## Records for processing
*** Block opens ***

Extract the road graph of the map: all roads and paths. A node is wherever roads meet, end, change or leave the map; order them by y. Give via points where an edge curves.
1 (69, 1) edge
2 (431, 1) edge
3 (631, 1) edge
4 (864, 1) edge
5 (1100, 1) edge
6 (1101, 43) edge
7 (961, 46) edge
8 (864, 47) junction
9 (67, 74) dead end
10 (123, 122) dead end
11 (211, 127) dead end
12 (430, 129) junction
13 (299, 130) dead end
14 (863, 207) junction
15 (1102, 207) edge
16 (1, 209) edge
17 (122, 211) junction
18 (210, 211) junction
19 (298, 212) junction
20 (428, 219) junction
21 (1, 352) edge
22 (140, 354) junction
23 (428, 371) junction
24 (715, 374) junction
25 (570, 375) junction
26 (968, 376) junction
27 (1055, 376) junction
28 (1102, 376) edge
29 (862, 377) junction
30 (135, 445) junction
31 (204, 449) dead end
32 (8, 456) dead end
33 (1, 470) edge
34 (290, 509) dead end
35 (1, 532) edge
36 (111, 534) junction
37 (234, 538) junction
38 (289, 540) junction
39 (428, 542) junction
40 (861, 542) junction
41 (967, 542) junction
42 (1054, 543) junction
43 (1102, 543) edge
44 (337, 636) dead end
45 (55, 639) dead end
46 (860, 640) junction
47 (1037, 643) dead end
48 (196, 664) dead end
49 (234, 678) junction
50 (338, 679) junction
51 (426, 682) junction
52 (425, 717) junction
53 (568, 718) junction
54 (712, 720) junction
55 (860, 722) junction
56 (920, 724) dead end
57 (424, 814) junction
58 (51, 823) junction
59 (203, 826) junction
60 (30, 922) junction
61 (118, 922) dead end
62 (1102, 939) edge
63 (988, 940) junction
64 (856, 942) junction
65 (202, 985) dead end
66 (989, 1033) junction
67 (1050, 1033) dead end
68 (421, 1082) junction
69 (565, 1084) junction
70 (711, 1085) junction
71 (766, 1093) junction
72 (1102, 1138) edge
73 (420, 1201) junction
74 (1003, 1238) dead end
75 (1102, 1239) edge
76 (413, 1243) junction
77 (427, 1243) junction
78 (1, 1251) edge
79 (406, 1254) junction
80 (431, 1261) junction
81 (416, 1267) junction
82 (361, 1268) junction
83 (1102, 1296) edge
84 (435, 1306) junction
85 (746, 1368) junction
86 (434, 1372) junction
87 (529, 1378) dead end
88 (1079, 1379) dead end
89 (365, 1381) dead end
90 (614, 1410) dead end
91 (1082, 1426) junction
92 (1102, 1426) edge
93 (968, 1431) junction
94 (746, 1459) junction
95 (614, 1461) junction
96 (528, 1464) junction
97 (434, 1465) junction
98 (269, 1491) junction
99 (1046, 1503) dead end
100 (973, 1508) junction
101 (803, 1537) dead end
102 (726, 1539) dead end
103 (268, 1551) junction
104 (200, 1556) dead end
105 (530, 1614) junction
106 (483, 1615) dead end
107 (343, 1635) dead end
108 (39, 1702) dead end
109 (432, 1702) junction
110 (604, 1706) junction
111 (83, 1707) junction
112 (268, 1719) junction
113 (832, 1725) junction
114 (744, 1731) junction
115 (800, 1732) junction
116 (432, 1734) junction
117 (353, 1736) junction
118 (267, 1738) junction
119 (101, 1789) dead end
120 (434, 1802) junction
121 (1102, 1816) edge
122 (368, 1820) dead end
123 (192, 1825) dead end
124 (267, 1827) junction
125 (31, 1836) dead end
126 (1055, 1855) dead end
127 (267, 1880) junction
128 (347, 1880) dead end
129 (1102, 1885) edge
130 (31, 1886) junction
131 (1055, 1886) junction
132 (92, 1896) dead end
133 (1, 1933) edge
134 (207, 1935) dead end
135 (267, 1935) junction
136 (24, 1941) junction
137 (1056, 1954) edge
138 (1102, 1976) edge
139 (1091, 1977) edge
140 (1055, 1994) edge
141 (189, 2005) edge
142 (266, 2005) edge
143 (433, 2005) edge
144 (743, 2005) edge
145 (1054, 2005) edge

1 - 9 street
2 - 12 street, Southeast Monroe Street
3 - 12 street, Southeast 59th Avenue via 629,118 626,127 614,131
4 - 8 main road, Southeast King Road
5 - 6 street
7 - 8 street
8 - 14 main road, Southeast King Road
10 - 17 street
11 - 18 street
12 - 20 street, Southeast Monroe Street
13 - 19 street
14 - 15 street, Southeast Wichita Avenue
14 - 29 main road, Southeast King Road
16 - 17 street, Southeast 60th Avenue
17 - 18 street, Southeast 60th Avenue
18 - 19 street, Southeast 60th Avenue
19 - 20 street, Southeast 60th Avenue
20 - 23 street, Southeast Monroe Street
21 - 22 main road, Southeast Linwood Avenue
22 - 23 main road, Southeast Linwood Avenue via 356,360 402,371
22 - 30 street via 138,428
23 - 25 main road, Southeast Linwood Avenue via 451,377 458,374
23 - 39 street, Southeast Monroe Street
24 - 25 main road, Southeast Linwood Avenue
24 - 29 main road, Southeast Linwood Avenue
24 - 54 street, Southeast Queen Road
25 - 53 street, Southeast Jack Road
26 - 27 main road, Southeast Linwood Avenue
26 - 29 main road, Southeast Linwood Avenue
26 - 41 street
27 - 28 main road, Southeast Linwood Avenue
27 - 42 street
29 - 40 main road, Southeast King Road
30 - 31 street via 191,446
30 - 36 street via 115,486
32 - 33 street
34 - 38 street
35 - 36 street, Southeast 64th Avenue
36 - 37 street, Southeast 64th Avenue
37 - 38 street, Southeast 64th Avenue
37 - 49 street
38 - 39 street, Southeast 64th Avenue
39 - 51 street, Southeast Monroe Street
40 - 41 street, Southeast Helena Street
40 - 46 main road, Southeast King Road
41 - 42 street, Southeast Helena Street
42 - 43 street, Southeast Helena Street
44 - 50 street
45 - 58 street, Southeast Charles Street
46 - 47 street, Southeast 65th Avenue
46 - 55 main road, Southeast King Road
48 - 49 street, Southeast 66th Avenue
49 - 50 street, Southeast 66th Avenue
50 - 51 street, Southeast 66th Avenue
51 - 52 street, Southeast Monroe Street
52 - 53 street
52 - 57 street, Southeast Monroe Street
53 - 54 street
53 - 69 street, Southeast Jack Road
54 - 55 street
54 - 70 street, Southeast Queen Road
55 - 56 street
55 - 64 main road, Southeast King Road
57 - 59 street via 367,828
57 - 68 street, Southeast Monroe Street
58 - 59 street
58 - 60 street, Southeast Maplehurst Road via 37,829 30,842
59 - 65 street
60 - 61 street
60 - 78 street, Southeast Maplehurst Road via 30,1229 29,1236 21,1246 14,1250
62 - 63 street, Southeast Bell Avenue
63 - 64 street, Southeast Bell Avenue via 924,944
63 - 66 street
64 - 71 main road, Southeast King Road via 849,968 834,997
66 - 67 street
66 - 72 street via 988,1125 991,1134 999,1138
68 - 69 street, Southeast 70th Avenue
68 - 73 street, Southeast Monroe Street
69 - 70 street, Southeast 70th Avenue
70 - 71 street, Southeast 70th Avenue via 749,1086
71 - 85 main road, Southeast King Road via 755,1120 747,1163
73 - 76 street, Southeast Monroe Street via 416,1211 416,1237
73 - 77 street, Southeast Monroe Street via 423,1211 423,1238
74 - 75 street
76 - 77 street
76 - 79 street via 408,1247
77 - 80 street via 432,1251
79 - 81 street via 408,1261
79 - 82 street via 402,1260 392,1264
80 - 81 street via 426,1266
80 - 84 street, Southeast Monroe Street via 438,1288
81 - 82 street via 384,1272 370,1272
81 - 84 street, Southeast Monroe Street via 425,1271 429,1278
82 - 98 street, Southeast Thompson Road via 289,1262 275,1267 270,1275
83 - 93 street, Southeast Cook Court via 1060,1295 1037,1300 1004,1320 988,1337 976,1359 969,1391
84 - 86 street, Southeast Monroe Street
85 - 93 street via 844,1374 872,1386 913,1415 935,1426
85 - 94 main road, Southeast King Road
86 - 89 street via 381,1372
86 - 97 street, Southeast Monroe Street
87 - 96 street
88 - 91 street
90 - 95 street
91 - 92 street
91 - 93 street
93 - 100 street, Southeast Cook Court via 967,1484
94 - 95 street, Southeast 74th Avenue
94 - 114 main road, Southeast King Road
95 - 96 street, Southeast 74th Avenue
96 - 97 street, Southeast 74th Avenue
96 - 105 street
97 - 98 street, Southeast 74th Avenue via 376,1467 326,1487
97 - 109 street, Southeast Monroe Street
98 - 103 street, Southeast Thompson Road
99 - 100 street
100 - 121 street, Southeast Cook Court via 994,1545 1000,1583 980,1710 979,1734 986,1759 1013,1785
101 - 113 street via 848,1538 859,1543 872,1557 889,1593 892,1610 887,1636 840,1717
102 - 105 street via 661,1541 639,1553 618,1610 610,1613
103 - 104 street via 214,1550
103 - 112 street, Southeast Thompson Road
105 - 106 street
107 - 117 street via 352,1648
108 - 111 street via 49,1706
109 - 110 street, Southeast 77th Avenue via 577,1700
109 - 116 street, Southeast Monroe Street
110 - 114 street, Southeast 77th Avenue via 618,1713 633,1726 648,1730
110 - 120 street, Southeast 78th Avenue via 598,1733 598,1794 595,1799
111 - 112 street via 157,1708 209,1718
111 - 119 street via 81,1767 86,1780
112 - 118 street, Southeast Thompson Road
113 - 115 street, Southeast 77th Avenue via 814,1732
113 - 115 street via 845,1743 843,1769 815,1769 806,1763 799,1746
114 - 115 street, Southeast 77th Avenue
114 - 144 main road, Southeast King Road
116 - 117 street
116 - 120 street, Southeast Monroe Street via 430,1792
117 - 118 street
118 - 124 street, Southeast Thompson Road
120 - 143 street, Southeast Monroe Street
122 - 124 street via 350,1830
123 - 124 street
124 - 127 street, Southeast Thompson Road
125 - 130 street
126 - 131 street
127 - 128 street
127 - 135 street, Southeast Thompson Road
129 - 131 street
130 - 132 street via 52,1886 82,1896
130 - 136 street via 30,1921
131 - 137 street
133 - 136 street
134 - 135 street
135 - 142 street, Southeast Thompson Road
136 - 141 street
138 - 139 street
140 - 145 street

*** Block closes ***

## Task details
Every line with the string "Queen" in the material should be returned.

## Output for this exercise
24 - 54 street, Southeast Queen Road
54 - 70 street, Southeast Queen Road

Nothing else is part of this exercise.